When I first submitted Embers for edits, my editor sent it back to me with notes and corrections that didn’t even go past Chapter 3, and I was told to rewrite the whole thing.

In short, I was mortified. I thought that my entire book had to be awful for my editor to not have bothered to do a complete edit all the way through. I despaired for days. I convinced myself that I was a terrible author and that I’d probably never write another book again. In time, though, as the despair faded into determination, I realized that what my editor had done was really a blessing in disguise.

In Geisha, A Life by Mineko Iwasaki, the author recounts her journey to becoming a renowned geiko, starting back from her early childhood. While she was taking dance lessons, every girl there dreaded hearing their teacher tell them “stop!” For them, being told to stop was the dance teacher’s way of saying that their dancing was horrible and they should leave class and never return.

At one point, Mineko, who had been a proficient dancer and named successor of the okiya that took her in, received a dreaded “stop!” from her teacher and she returned home in tears. Upon arriving home, she was confronted and asked what was the matter. When she explained what had happened in dance class, she got an unexpected reaction.

The purpose of the “stop!” was not a punishment or an unofficial ban from dance classes. In actuality, it was a much-needed push. Mineko had been hitting a wall with her dancing, and her teacher had only been trying to give her that extra push to do better, to try harder. Ultimately, Mineko went back to dance class, and she returned stronger than ever, surprising even herself.

So, what does dancing have anything to do with my editor’s own instructions to rewrite Embers? I, too, was hitting a wall creatively. Writing Embers was a long and difficult process. I had a lot of challenges in life to overcome, so being able to create with such burdens on my shoulders was difficult.

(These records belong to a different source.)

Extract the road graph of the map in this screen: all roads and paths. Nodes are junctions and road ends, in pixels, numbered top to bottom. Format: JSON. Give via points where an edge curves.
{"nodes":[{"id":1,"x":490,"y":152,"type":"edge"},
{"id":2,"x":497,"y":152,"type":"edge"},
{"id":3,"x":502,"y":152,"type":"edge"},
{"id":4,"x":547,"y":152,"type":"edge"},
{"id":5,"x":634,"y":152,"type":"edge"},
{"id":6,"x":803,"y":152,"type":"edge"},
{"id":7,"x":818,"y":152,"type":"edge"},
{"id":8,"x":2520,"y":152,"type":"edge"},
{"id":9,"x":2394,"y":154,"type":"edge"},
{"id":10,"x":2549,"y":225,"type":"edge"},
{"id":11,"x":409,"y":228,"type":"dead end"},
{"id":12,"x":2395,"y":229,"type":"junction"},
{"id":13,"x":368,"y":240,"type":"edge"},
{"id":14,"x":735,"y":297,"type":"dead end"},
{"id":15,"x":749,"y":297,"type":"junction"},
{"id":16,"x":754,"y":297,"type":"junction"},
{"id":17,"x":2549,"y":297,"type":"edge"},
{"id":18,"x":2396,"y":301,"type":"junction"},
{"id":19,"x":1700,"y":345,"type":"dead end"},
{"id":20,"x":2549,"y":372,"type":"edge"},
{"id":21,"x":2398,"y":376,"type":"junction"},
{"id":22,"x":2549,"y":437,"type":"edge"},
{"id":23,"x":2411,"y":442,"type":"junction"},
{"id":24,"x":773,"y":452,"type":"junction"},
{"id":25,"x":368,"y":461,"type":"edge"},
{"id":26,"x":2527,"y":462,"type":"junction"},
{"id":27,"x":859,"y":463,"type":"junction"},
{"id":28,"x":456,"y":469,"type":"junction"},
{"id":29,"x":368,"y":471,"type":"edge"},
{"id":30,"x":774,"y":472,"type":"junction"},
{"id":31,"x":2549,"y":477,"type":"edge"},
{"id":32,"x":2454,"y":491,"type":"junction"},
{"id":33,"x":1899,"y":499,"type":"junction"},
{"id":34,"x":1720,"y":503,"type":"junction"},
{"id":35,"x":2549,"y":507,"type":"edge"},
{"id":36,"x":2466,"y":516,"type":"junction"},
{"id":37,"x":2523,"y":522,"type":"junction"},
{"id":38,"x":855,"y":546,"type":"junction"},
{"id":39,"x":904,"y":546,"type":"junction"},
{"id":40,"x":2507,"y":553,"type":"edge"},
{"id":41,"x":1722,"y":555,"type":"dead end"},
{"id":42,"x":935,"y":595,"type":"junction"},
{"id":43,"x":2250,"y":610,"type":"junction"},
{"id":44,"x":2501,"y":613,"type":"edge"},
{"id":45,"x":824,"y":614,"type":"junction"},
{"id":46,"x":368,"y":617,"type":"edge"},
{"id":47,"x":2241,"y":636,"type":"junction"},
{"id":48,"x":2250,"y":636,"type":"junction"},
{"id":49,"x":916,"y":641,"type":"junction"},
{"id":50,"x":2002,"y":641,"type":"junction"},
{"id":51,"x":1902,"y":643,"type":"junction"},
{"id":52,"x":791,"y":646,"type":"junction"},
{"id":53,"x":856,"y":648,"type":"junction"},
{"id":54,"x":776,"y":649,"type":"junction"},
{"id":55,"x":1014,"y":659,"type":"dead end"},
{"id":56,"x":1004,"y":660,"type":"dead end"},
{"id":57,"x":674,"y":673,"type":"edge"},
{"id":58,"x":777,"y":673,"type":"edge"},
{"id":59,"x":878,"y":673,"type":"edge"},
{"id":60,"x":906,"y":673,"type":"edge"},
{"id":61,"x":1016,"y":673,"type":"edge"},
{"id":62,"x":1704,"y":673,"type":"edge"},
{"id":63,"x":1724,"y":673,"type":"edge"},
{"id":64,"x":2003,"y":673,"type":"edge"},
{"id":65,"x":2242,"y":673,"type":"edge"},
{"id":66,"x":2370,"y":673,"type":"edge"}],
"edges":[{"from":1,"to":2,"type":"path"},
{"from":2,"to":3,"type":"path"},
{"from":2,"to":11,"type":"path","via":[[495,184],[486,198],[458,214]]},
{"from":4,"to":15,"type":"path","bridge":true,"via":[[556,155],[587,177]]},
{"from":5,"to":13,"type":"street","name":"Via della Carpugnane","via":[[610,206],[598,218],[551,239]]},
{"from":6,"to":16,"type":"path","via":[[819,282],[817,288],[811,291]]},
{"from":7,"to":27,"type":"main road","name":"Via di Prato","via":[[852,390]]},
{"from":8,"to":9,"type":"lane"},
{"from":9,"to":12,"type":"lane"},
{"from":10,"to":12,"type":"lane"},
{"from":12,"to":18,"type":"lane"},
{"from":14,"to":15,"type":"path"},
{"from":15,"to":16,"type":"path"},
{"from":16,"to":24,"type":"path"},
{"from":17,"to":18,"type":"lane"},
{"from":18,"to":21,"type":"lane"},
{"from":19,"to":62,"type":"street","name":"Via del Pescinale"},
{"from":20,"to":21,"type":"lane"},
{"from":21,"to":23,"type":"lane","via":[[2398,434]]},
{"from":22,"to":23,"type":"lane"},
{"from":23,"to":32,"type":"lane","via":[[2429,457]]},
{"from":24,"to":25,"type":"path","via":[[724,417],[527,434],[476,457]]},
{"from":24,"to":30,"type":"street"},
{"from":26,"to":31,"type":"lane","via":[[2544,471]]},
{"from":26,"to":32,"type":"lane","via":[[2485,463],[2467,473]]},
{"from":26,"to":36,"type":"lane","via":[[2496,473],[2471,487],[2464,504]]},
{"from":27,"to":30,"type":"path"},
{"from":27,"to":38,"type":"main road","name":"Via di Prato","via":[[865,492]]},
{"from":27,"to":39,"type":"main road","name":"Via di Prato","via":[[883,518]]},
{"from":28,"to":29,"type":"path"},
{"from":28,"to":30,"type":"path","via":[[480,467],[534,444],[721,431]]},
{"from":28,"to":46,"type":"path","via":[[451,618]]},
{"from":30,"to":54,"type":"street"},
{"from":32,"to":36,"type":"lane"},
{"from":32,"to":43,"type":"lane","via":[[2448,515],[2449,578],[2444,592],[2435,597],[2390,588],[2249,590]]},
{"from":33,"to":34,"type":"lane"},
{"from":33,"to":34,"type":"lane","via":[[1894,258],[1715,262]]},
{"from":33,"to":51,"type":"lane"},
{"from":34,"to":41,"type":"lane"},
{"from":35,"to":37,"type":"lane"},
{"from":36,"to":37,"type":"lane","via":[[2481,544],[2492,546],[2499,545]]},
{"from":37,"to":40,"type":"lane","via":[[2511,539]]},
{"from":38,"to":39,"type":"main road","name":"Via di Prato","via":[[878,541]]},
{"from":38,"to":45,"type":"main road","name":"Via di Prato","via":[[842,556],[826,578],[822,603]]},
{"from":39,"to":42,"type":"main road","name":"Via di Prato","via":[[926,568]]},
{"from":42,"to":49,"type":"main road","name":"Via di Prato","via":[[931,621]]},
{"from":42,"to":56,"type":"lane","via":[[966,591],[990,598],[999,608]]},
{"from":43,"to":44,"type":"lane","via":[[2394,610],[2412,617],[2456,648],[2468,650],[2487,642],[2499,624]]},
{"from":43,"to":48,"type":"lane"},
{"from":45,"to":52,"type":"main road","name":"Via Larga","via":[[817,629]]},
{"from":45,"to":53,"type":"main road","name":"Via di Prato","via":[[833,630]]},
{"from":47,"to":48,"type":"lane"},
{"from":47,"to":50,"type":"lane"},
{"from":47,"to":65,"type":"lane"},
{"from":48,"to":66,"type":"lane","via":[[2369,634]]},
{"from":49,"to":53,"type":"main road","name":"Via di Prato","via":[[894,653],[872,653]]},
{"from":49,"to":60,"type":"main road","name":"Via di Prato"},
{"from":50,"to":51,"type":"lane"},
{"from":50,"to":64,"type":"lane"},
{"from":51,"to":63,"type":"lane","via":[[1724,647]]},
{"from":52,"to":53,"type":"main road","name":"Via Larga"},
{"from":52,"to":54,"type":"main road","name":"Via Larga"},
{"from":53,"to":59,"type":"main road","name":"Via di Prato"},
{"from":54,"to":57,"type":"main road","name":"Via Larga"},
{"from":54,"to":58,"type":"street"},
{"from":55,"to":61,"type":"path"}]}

When my editor told me to rewrite Embers, it was much like how Mineko had been told to stop. It was my push. I realized that it was the moment I could either allow myself to submit defeat and continue to wallow in despair, or I could stand and fight and turn Embers into the amazing novel it could be.

I’d worked too hard on it to give up. So I broke through the wall, and I shattered it. I came back strong, and now here we are, just days away from Embers‘ launch day.

So, I say to you other authors out there, don’t be afraid. If your editor tells you to rewrite your book, don’t greet it with despair like I did. See it for what it really is–the push to do better. Because what it boils down to is simply whether you’ll choose to give up, or choose to exceed everyone’s expectations, including your own. Face the challenge head on. You can do it.

Write the novel you were meant to. Take good and turn it into greatness. Take greatness and become extraordinary.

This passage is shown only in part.